Today I saw a dog pick up a jellyfish, to the threat of his ignorant jaws. Unaware of the numbing stingers hidden in the jelly’s fringes, the dog played with the solid goo of the dead jellyfish without obvious ill-effects. The dog was lucky though, because it wasn’t one of the worst, most dangerously potent of the jellyfish – the blue small Portuguese man-o’-war. Trailing a blistering blue – cerulean poison ribboned through the deep in a soft gentle gel which clings and tangles; dangling down, luring fish into its fatal forest. A pendant web of fire which touched – stepped upon on the beach or tangled onto the swimming limbs – causes agonising blisters, red-hot stinging and sometimes a nasty stun reaction and illness. I found one, dried out, lying on the hot sand and I placed it on my altar to the ancestors. Death and pain in one small mysterious package.

Dawn

I remind myself to be careful about jellyfish. These are large and easy to see. Probably not very dangerous to me but I avoid them anyway. Sometimes I will stop swimming and put out my hand and lay it on the curved silken top surface of the jellyfish. Feel it pulsing under my hand. Wonder if it has a heart or thought as it pumps away like a heart with strings, a transparent waterborne valentine to all the lovers of the world.

Stuart

She’s a romantic, yet indigenous too; when she swims it is as if she were in her native element. Maybe she is of Leaping Salmon totem too. Or, more likely, eel. Perhaps I could love her . . . maybe I need someone of my own kind, from my own country, to be my woman.

Uma was too . . . foreign, captured by her own culture, by her own people, quite literally. There’s nothing at all I can do to help that. Nothing. I don’t want to accept it but I must. How does that song go . . .? If you can’t be with the one you love, love the one you’re with? Hmmm. It has a good message that song.


Chapter 5 India

Dawn

‘Stu, tell me about India.’ We were lying on the beach and I had begun to burn for him. His lanky muscular frame, the easy way he has about him. Even his dreadlocks were somehow appealing when, worn by other men, they repelled me. His chest was covered in the most amazing tattoos of dragons, fish and magical symbols. Each one seemed to have a story that took us away on a journey into another world when he told it to me.

Mike wanted to go and get covered in tats the moment he saw the ones Stu has. God he’s such a try-hard! Thank goodness he’s gone back to university today. I was getting sick of his stupid questions all the time. ‘Dawwwn? Why have you got a Rastaman living in the spare room? Are you going to sleep with him?’ If I get that lucky I am not going to tell you, little brother. Go back to your clay!

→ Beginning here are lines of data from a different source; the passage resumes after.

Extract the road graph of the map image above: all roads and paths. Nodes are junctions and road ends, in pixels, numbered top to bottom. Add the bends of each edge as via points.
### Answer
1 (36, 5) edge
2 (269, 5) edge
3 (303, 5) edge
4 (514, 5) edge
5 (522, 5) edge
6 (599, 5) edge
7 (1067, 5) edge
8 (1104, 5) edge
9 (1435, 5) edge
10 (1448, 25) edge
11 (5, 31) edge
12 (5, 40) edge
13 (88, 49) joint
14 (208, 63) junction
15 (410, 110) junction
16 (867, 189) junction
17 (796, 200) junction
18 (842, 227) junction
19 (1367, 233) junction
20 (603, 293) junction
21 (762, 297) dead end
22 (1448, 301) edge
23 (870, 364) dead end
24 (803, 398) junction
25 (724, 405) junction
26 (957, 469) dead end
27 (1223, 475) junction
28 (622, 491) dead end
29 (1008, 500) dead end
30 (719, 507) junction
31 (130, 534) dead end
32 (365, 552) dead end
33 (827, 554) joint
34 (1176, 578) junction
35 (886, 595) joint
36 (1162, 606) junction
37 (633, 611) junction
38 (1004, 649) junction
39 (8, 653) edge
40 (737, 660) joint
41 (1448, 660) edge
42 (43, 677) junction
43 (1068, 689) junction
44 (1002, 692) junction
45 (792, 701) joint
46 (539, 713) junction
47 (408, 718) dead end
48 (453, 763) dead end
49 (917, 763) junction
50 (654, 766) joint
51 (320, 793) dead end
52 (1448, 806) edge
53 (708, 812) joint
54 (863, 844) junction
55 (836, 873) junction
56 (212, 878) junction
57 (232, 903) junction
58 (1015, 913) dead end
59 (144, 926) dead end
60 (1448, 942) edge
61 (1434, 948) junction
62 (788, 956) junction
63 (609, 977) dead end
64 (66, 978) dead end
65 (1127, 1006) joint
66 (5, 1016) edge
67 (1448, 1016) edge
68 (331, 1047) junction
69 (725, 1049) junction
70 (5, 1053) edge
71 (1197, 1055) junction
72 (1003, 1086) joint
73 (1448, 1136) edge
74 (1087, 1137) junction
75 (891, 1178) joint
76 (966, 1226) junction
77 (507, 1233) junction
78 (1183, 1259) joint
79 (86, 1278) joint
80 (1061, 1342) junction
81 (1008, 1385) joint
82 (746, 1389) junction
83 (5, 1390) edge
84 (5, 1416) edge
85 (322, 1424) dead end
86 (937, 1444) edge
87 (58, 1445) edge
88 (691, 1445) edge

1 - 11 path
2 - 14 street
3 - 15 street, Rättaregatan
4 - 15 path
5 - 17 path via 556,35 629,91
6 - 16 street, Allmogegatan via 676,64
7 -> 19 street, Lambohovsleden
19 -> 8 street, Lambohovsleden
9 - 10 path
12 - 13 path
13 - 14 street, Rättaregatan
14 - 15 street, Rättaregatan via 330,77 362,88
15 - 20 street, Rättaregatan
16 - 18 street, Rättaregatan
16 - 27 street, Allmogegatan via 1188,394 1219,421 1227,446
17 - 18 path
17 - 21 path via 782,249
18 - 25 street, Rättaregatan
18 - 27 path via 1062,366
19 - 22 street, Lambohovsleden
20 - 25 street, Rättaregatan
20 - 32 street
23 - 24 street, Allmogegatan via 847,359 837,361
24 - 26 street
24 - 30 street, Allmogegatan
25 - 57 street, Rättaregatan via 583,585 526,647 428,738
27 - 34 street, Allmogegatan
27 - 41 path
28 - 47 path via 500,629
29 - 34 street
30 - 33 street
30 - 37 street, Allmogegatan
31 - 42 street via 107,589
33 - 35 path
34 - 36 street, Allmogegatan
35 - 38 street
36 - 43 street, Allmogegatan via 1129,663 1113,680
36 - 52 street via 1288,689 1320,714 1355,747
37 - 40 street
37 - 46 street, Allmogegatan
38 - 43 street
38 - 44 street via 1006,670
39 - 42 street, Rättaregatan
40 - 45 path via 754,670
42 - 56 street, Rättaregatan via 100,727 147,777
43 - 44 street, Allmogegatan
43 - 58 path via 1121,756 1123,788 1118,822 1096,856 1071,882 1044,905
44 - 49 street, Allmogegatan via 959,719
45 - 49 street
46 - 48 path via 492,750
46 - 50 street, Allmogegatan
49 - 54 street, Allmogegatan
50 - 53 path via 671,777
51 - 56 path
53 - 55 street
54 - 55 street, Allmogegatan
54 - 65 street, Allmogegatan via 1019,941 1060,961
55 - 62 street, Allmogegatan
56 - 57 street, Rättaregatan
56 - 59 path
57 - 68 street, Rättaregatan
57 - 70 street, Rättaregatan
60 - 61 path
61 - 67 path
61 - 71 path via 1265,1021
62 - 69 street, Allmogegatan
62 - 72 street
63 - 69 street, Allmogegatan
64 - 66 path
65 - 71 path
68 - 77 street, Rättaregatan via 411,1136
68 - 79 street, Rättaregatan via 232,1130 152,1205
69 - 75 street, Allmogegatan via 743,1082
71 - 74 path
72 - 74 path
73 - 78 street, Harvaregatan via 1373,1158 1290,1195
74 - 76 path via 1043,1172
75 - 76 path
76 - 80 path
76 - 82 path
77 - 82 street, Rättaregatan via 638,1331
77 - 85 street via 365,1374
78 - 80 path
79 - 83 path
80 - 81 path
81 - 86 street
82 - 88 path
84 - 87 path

The most sacred image Stu had on him was a tattoo of his totem Leaping Salmon. I’d never heard of a totem like that. I thought they were all bears and deer or cougar; but Stu said that he needed a totem which lived here, in his native land, as well as in the USA where he first connected with his totem.

He said that Leaping Salmon’s wisdom has become part of himself and so, like the salmon, he has come home to New Zealand to regenerate himself. Salmon swims upstream emotionally and receives divination messages. He said lots of other stuff too that I don’t remember but it’s impressive. Weird but impressive. More meaningful than how much beer he can scull all in one go.

‘Indiahhhh . . .’ The word ended in a sigh . . . he was silent for a while and then said, ‘I can’t really describe India. It’s too big, too complicated. Maybe the whole universe is contained in India. Most things good and evil are there in some way and the people are the greatest power of all.